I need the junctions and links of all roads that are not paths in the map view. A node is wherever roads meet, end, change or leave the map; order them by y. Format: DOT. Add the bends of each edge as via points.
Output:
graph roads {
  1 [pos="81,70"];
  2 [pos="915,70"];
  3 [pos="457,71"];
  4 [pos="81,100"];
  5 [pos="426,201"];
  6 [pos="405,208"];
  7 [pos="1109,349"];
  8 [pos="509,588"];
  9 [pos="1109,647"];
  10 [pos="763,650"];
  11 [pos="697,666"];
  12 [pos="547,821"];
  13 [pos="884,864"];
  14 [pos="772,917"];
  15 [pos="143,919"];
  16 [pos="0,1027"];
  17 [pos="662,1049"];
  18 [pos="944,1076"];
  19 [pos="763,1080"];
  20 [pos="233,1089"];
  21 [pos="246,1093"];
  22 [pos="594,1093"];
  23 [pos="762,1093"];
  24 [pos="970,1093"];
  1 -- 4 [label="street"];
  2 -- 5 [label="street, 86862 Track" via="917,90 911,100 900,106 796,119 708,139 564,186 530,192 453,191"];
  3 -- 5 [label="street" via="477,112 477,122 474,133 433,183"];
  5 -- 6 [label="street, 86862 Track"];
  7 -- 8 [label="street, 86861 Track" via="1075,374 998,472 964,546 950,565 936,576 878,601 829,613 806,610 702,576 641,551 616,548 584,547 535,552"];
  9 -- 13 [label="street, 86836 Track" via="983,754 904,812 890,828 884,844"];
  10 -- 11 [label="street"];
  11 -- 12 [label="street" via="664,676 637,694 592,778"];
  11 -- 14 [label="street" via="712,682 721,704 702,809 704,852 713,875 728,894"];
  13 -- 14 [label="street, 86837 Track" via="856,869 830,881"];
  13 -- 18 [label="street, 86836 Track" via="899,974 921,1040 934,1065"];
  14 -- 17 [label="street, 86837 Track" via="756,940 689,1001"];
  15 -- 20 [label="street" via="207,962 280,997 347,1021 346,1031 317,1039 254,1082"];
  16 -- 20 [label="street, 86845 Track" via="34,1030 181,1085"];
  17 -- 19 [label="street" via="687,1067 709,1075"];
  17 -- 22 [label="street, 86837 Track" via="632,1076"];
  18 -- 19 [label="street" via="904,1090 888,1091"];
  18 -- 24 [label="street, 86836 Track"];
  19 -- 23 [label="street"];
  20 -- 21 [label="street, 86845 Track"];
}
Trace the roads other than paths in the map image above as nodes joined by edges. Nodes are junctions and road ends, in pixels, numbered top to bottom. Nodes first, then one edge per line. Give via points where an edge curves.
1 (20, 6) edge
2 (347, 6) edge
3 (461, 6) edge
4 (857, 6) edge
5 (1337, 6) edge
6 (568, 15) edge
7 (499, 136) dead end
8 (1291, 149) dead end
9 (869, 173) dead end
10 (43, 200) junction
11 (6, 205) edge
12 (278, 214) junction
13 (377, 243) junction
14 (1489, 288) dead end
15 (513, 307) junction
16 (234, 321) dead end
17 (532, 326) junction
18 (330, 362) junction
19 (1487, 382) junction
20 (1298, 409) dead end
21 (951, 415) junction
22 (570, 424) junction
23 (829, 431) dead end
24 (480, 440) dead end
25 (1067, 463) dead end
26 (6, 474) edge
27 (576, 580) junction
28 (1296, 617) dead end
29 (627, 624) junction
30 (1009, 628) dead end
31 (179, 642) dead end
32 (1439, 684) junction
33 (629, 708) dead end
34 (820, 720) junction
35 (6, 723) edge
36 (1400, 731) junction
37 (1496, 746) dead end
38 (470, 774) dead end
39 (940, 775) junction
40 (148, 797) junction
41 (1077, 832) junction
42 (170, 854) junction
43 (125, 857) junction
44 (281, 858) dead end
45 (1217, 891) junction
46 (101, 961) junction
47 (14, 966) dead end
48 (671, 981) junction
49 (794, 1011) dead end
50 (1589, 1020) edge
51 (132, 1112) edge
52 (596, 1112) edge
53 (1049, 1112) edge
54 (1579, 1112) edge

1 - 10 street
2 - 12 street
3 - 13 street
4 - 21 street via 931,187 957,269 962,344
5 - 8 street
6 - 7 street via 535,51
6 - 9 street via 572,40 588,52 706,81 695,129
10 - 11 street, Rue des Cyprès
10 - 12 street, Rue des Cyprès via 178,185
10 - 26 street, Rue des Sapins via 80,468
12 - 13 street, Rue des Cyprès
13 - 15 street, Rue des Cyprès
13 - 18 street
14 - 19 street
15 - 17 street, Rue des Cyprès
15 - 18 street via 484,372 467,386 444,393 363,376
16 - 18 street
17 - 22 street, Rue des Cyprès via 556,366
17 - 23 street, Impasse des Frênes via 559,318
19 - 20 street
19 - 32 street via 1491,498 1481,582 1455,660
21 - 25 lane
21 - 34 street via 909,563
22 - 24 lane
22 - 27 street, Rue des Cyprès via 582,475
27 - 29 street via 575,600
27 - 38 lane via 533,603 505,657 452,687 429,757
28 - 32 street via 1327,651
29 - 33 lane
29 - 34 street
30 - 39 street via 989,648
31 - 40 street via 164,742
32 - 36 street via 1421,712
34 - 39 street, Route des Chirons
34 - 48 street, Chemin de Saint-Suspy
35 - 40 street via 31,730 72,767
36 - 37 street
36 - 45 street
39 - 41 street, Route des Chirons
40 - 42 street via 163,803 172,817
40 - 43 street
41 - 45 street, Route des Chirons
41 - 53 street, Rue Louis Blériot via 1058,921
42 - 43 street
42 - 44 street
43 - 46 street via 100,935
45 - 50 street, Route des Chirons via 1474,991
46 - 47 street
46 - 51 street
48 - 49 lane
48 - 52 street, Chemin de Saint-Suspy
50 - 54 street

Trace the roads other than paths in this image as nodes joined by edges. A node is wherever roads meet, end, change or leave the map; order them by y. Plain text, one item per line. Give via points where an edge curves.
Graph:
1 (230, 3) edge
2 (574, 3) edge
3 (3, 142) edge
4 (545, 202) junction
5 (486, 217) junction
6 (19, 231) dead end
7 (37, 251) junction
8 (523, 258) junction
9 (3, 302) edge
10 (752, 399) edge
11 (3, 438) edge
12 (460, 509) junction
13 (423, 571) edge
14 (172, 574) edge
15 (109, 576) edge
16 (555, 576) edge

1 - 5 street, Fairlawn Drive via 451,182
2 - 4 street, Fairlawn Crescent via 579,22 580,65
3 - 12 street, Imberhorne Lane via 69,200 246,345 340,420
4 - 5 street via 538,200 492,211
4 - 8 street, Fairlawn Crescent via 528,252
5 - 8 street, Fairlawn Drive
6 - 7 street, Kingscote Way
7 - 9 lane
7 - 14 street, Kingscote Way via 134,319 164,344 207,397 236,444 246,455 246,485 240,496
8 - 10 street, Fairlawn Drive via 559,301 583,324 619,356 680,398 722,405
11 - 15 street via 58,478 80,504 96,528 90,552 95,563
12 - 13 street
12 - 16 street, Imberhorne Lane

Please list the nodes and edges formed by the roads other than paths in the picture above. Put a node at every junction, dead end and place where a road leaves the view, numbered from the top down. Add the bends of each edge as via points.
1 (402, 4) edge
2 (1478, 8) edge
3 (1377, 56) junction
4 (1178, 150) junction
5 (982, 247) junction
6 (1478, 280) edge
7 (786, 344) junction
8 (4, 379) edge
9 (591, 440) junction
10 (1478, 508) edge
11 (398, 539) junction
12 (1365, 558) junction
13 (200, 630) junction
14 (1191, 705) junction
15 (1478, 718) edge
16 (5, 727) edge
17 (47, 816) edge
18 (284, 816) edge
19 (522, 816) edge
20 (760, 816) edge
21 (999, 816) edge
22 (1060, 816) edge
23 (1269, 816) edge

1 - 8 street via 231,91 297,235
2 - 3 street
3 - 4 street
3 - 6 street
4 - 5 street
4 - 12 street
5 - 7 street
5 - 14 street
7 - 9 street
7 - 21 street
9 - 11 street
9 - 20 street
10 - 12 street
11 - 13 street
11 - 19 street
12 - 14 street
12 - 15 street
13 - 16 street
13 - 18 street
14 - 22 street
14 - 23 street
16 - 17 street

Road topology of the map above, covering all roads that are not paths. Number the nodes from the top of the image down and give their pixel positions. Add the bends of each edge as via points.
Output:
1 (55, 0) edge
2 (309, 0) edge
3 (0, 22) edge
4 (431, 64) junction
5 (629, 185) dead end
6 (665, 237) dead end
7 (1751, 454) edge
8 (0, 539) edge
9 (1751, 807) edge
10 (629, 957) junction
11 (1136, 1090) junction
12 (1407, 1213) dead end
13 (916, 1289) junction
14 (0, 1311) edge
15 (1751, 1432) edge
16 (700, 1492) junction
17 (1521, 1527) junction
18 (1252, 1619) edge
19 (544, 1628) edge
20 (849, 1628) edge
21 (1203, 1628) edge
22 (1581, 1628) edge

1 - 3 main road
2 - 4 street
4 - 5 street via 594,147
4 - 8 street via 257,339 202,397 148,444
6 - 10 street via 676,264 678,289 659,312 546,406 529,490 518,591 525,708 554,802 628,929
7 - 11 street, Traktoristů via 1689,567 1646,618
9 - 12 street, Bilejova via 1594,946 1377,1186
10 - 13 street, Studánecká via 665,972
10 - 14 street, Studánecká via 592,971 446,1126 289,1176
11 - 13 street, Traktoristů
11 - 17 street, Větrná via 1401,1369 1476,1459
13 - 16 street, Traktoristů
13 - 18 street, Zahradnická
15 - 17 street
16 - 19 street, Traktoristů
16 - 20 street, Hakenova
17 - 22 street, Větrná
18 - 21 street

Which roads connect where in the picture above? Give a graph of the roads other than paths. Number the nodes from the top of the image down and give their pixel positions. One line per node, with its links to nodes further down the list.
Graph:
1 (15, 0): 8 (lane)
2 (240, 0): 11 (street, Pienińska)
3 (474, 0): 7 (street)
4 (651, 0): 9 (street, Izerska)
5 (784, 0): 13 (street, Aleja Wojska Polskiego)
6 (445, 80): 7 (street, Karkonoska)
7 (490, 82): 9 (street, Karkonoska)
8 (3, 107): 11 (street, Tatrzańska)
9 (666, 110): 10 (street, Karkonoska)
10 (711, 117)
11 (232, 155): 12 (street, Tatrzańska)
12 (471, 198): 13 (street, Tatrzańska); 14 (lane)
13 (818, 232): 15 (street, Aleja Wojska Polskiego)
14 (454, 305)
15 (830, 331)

● ● ●

*Your goal*
Beginning with the line that contains "Road topology of" and ending with the last line of the data above, return those lines exactly and nothing else.

*Solution below*
Road topology of the map above, covering all roads that are not paths. Number the nodes from the top of the image down and give their pixel positions. Add the bends of each edge as via points.
Output:
1 (55, 0) edge
2 (309, 0) edge
3 (0, 22) edge
4 (431, 64) junction
5 (629, 185) dead end
6 (665, 237) dead end
7 (1751, 454) edge
8 (0, 539) edge
9 (1751, 807) edge
10 (629, 957) junction
11 (1136, 1090) junction
12 (1407, 1213) dead end
13 (916, 1289) junction
14 (0, 1311) edge
15 (1751, 1432) edge
16 (700, 1492) junction
17 (1521, 1527) junction
18 (1252, 1619) edge
19 (544, 1628) edge
20 (849, 1628) edge
21 (1203, 1628) edge
22 (1581, 1628) edge

1 - 3 main road
2 - 4 street
4 - 5 street via 594,147
4 - 8 street via 257,339 202,397 148,444
6 - 10 street via 676,264 678,289 659,312 546,406 529,490 518,591 525,708 554,802 628,929
7 - 11 street, Traktoristů via 1689,567 1646,618
9 - 12 street, Bilejova via 1594,946 1377,1186
10 - 13 street, Studánecká via 665,972
10 - 14 street, Studánecká via 592,971 446,1126 289,1176
11 - 13 street, Traktoristů
11 - 17 street, Větrná via 1401,1369 1476,1459
13 - 16 street, Traktoristů
13 - 18 street, Zahradnická
15 - 17 street
16 - 19 street, Traktoristů
16 - 20 street, Hakenova
17 - 22 street, Větrná
18 - 21 street

Which roads connect where in the picture above? Give a graph of the roads other than paths. Number the nodes from the top of the image down and give their pixel positions. One line per node, with its links to nodes further down the list.
Graph:
1 (15, 0): 8 (lane)
2 (240, 0): 11 (street, Pienińska)
3 (474, 0): 7 (street)
4 (651, 0): 9 (street, Izerska)
5 (784, 0): 13 (street, Aleja Wojska Polskiego)
6 (445, 80): 7 (street, Karkonoska)
7 (490, 82): 9 (street, Karkonoska)
8 (3, 107): 11 (street, Tatrzańska)
9 (666, 110): 10 (street, Karkonoska)
10 (711, 117)
11 (232, 155): 12 (street, Tatrzańska)
12 (471, 198): 13 (street, Tatrzańska); 14 (lane)
13 (818, 232): 15 (street, Aleja Wojska Polskiego)
14 (454, 305)
15 (830, 331)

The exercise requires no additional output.